Grab ‘em right away with your opening lines, or they will put your book down. As a novelist, I’ve had this advice hammered into my brain, and my keyboard. This is not an easy task.

And I’ve found this to be true with the books I pick up. Goodness…how many novels have I taken off my nightstand after 20 or 30 or 50 pages because, well, I didn’t care enough about the story or the characters. Maybe I have a poor attention span.

With Christmas around the corner, I’ve been thinking about the Charles Dickens classic, A Christmas Carol—one of the all-time best openings ever to a novel.

“Marley was dead, to begin with. There is no doubt whatever about that. The register of his burial was signed by the clergyman, the clerk, the undertaker, and the chief mourner. Scrooge signed it. And Scrooge’s name was good upon ‘Change for anything he chose to put his hand to. Old Marley was as dead as a doornail.”

Dickens jammed a lot into his first paragraph. I’ve got questions that demand answers right out of the chute. For one thing, who was Marley, and how did he die? Why the emphasis on this event? Dead as a doornail, indeed. Some guy named Scrooge lent his signature to the register of Marley’s burial, to verify he’d died. Were they friends?

No way I’m putting this book down. Well done, Mr. Dickens. But beyond the opening, the author teaches us some valuable lessons I’m committed to remembering this Christmas season.

The first one’s easy. Every December we mark the Christian celebration of a miraculous event, one that occurred two thousand years ago in a manger. Yeah, it encompasses Greek, Roman, and pagan traditions of gift giving and feasting around the Winter Solstice. But Dickens subtly nudges us about the babe swaddled in a feeding trough…right in the title of his tale.

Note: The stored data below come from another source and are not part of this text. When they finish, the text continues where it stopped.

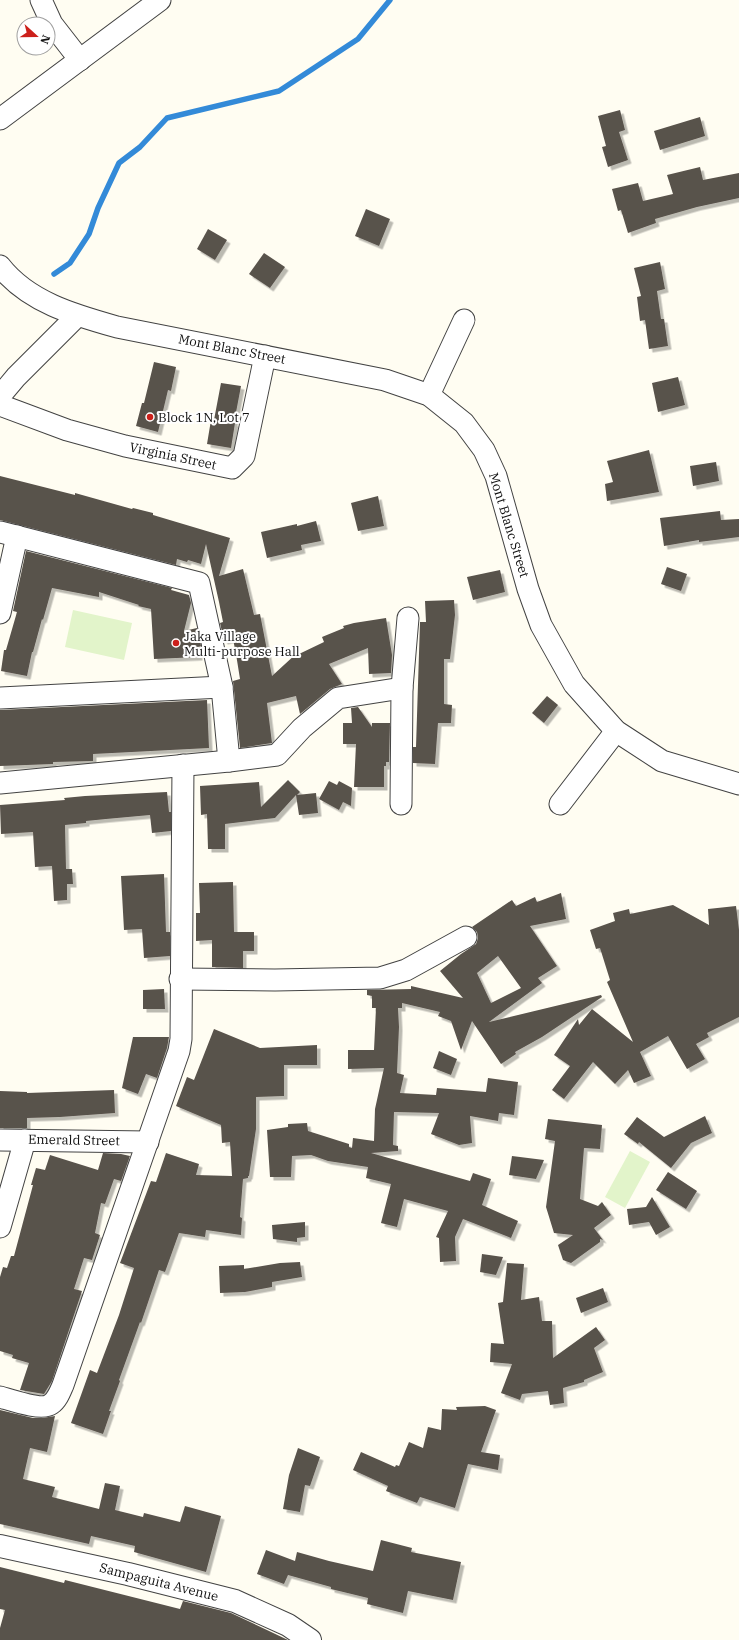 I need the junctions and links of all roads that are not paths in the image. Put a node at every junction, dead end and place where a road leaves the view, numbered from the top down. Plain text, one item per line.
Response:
1 (41, 0) edge
2 (160, 0) edge
3 (80, 60) junction
4 (0, 120) edge
5 (0, 266) edge
6 (77, 316) junction
7 (464, 320) dead end
8 (264, 356) junction
9 (429, 395) junction
10 (0, 396) edge
11 (0, 405) edge
12 (9, 534) edge
13 (0, 613) edge
14 (408, 618) dead end
15 (222, 687) junction
16 (402, 688) junction
17 (0, 698) edge
18 (616, 731) junction
19 (229, 761) junction
20 (183, 765) junction
21 (0, 783) edge
22 (739, 784) edge
23 (401, 804) dead end
24 (560, 804) dead end
25 (466, 937) dead end
26 (180, 979) junction
27 (0, 1140) edge
28 (26, 1140) junction
29 (148, 1142) junction
30 (0, 1227) edge
31 (0, 1397) edge
32 (0, 1546) edge
33 (310, 1640) edge

1 - 3 street
2 - 3 street
3 - 4 street
5 - 6 street, Mont Blanc Street
6 - 8 street, Mont Blanc Street
6 - 10 street
7 - 9 street
8 - 9 street, Mont Blanc Street
8 - 11 street, Virginia Street
9 - 18 street, Mont Blanc Street
12 - 13 street
12 - 15 street
14 - 16 street
15 - 17 street
15 - 19 street
16 - 19 street
16 - 23 street
18 - 22 street, Mont Blanc Street
18 - 24 street
19 - 20 street
20 - 21 street
20 - 26 street
25 - 26 street
26 - 29 street
27 - 28 street, Emerald Street
28 - 29 street, Emerald Street
28 - 30 street
29 - 31 street
32 - 33 street, Sampaguita Avenue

The meaning of carol would have been familiar to him: a song celebrating the birth of Christ. And the character of Bob Cratchit can be seen as a Christ-like figure, filled with humility, kindness, and selflessness.

Dickens rails against social injustice and the features of Victorian society keeping people in poverty. Whenever I watch the movie, it reminds me of the injustices done here in America in 2023. Discrimination has raised its ugly head again in the last few weeks, and we’re aghast. Have we made no progress?

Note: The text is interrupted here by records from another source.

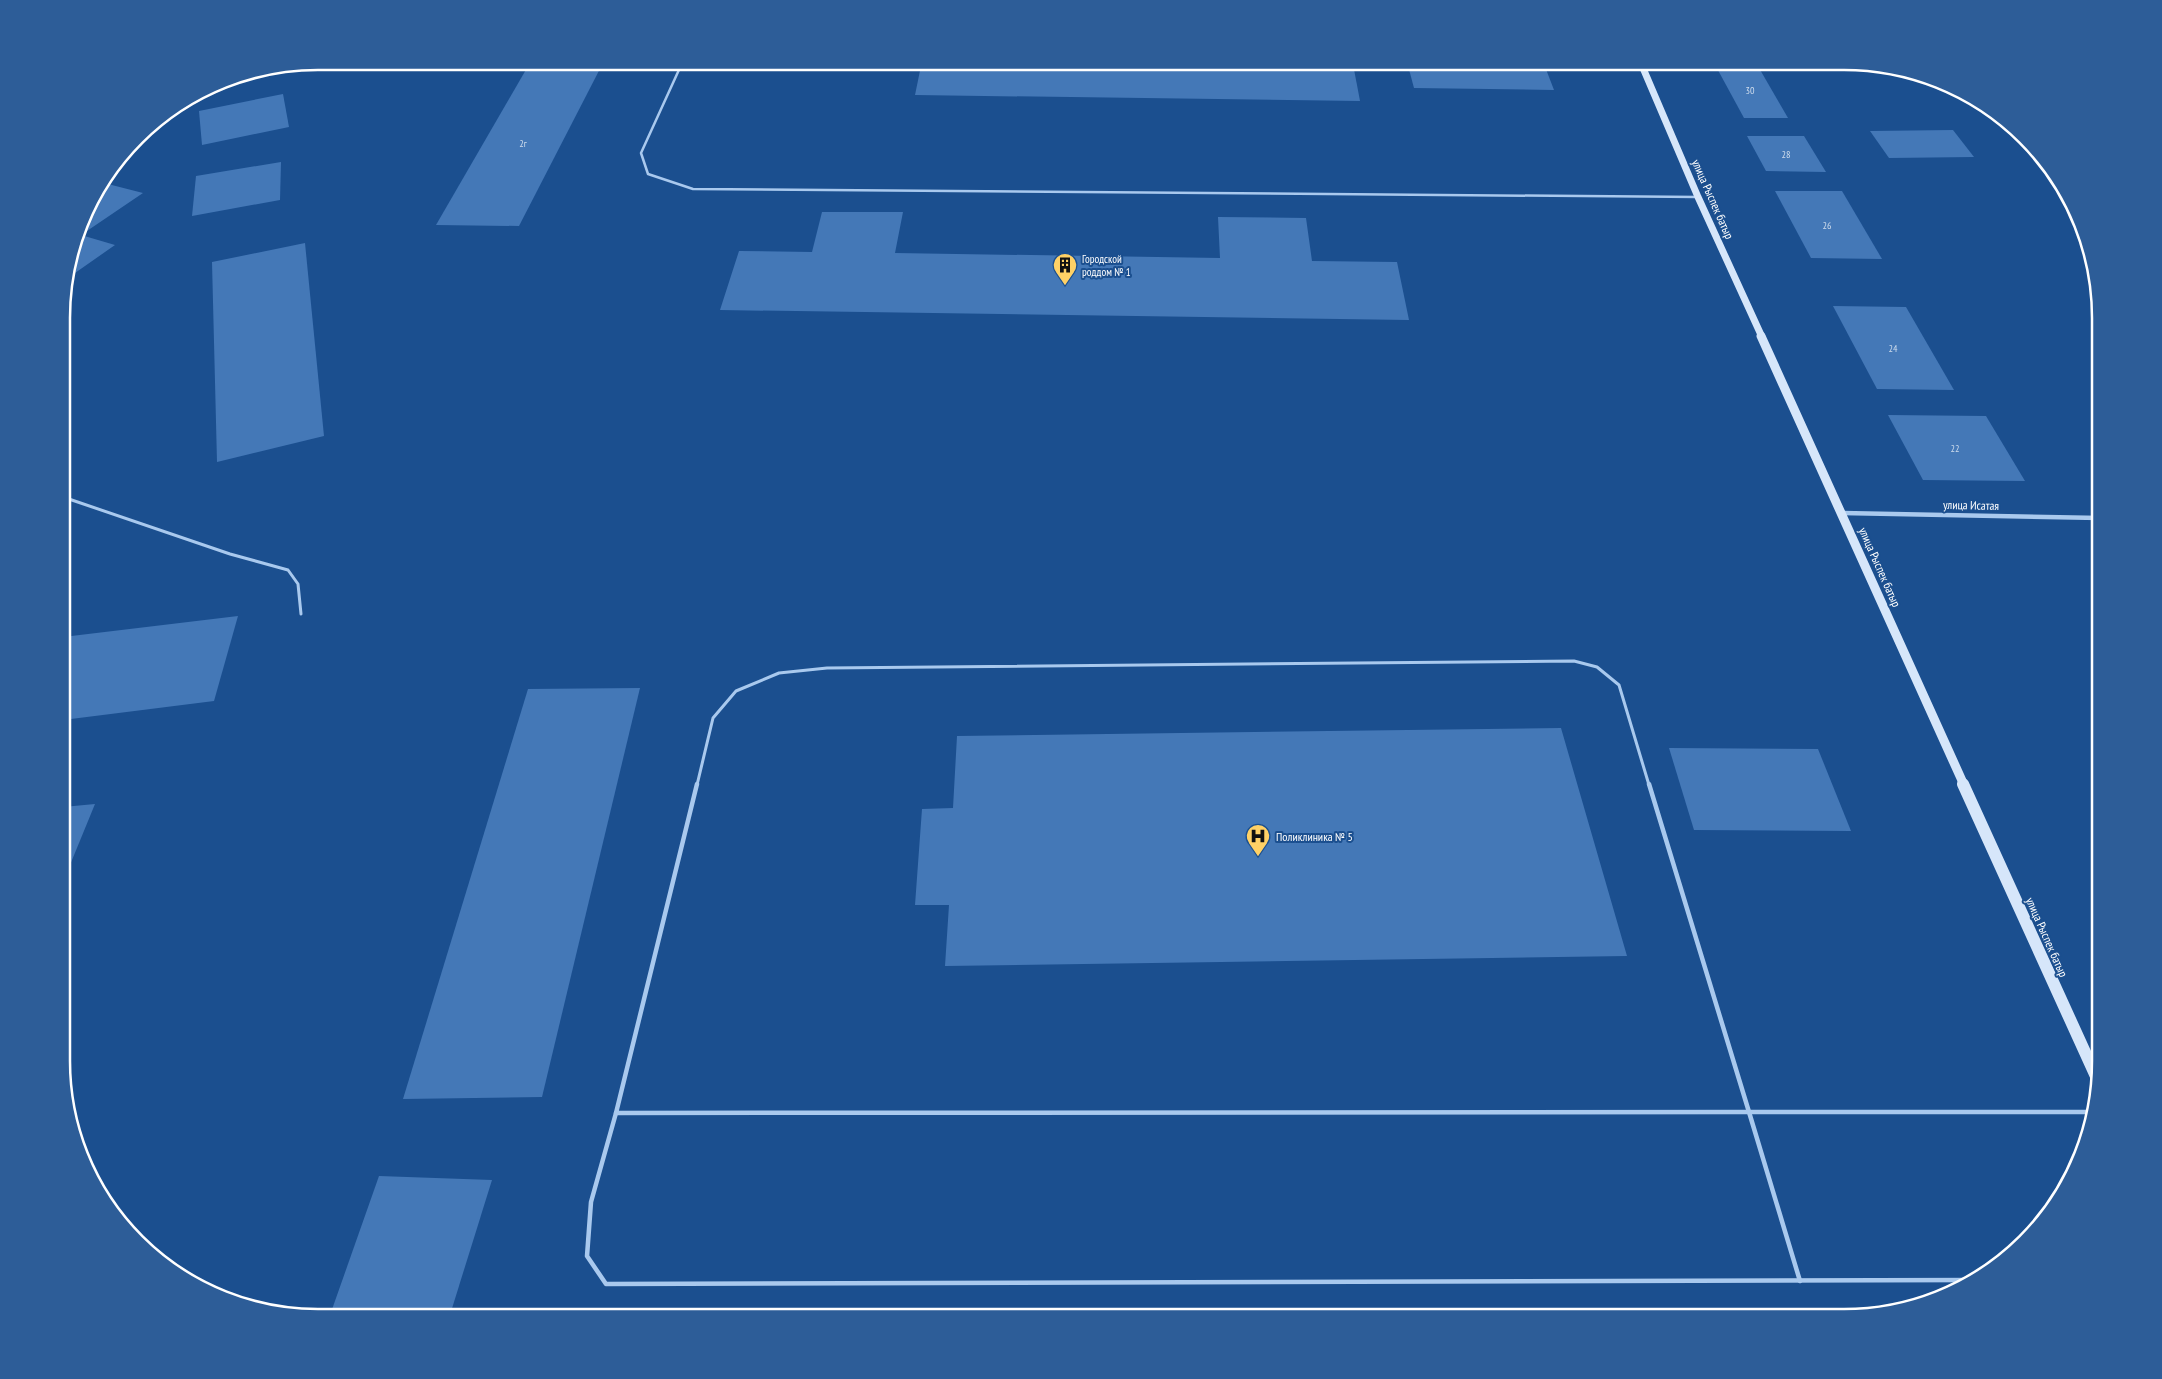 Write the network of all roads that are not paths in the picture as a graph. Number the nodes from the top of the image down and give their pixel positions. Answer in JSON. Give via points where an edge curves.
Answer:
{"nodes":[{"id":1,"x":679,"y":70,"type":"edge"},
{"id":2,"x":1644,"y":70,"type":"edge"},
{"id":3,"x":1698,"y":197,"type":"junction"},
{"id":4,"x":70,"y":499,"type":"edge"},
{"id":5,"x":1842,"y":513,"type":"junction"},
{"id":6,"x":2092,"y":518,"type":"edge"},
{"id":7,"x":301,"y":614,"type":"dead end"},
{"id":8,"x":2092,"y":1067,"type":"edge"},
{"id":9,"x":1748,"y":1110,"type":"junction"},
{"id":10,"x":2087,"y":1112,"type":"edge"},
{"id":11,"x":616,"y":1113,"type":"junction"},
{"id":12,"x":1960,"y":1280,"type":"edge"},
{"id":13,"x":1800,"y":1281,"type":"junction"}],
"edges":[{"from":1,"to":3,"type":"lane","via":[[640,153],[648,174],[693,189]]},
{"from":2,"to":3,"type":"street","name":"улица Рыспек батыр"},
{"from":3,"to":5,"type":"street","name":"улица Рыспек батыр"},
{"from":4,"to":7,"type":"lane","via":[[230,554],[288,570],[298,584]]},
{"from":5,"to":6,"type":"street","name":"улица Исатая"},
{"from":5,"to":8,"type":"street","name":"улица Рыспек батыр"},
{"from":9,"to":10,"type":"lane"},
{"from":9,"to":11,"type":"lane"},
{"from":9,"to":11,"type":"lane","via":[[1619,685],[1597,667],[1574,661],[827,668],[779,673],[736,691],[713,718]]},
{"from":9,"to":13,"type":"lane"},
{"from":11,"to":13,"type":"lane","via":[[591,1202],[587,1256],[606,1284]]},
{"from":12,"to":13,"type":"lane"}]}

A Christmas Carol is a narrative of pardon and redemption. Scrooge’s nephew forgives him every Christmas for each “Bah, humbug!” In the end, Scrooge is redeemed through his nephew’s and Cratchit’s endless fount of forgiveness, and through the wondrous grace extended by three visitors from beyond. Scrooge is made new. Once more, anyone with a Christian worldview will recognize the parallels to the cross.

The story convicts me to extend toward others the abundant love poured upon me. I need the reminder.

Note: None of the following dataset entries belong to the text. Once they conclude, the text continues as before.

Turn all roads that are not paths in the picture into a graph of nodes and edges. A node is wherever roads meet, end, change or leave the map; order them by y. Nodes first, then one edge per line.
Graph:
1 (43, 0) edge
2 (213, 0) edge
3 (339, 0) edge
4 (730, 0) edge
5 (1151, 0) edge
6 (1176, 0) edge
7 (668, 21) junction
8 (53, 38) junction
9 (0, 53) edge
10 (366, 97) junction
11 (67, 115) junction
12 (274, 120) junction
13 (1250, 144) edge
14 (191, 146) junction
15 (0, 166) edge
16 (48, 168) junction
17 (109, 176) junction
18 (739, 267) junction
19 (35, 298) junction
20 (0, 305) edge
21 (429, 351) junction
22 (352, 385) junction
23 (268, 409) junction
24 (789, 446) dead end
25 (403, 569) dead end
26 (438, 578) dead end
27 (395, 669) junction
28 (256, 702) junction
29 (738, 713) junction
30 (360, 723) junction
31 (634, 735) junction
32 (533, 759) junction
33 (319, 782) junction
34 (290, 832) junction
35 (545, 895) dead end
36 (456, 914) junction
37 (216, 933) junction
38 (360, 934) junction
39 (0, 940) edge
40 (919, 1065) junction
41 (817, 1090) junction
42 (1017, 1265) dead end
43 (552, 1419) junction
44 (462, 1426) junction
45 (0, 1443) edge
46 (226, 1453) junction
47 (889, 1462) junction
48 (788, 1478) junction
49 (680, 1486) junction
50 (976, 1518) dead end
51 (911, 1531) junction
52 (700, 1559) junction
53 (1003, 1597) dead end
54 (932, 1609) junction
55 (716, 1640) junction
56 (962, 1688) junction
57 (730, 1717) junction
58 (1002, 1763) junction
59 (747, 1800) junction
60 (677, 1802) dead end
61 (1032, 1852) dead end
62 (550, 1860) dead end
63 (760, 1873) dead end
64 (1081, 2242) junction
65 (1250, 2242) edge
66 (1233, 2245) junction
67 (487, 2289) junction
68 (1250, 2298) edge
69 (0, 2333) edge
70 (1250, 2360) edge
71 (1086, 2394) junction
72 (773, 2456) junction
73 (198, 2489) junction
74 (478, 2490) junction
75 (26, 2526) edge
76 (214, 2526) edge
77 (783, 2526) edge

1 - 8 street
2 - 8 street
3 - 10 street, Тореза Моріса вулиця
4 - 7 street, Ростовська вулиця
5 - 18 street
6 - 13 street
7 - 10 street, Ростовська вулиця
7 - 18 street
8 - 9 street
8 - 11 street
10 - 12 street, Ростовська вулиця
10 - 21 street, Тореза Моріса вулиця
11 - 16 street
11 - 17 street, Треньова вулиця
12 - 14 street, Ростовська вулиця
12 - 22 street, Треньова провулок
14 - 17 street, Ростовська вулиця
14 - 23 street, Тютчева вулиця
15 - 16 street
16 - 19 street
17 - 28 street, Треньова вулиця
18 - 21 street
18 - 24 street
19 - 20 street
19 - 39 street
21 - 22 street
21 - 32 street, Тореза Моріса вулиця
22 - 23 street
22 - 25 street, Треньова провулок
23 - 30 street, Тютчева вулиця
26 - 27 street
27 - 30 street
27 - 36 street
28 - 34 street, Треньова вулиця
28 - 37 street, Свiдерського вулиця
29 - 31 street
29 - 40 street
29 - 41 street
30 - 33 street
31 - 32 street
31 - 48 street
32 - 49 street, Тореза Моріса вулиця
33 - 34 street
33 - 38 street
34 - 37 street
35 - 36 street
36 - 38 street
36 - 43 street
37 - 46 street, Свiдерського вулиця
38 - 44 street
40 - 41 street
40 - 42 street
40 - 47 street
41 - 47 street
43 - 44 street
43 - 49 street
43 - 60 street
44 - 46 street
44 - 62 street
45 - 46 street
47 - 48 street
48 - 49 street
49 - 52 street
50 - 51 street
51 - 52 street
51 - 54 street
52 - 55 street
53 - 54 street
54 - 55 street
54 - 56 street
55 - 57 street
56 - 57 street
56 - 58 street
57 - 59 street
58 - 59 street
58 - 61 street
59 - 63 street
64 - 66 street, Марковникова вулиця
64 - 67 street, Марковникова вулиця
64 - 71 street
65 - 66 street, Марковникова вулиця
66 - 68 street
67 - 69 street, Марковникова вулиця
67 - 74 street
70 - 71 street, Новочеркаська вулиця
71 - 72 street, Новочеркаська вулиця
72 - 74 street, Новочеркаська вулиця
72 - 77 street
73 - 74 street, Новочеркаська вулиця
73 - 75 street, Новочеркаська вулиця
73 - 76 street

Example: Yesterday, as Karen and I pulled into the parking lot of our health club, a man stepped in front of our car. The engine revved a bit, but the car didn’t bolt forward. Nothing intentional…I mean, it wasn’t close. The man raised his fists, glared at me, and muttered his displeasure as he walked by. Well, I’d been attacked, right? So, I rolled down the window and rather snidely said, “I see you, sir!” What would Bob Cratchit, or Scrooge’s nephew have said?

This is a universal story, about the treasure of family and friends, and loving our neighbors, especially at Christmas because “…it is a time when Want is keenly felt and Abundance rejoices.”

Not to be outdone by himself, Dickens wrote another memorable opening to his classic, A Tale of Two Cities…

“It was the best of times, it was the worst of times, it was the age of wisdom, it was the age of foolishness, it was the epoch of belief, it was the epoch of incredulity, it was the season of light, it was the season of darkness, it was the spring of hope, it was the winter of despair…”

He could have written that yesterday.

I pledge this season to make it the best of times.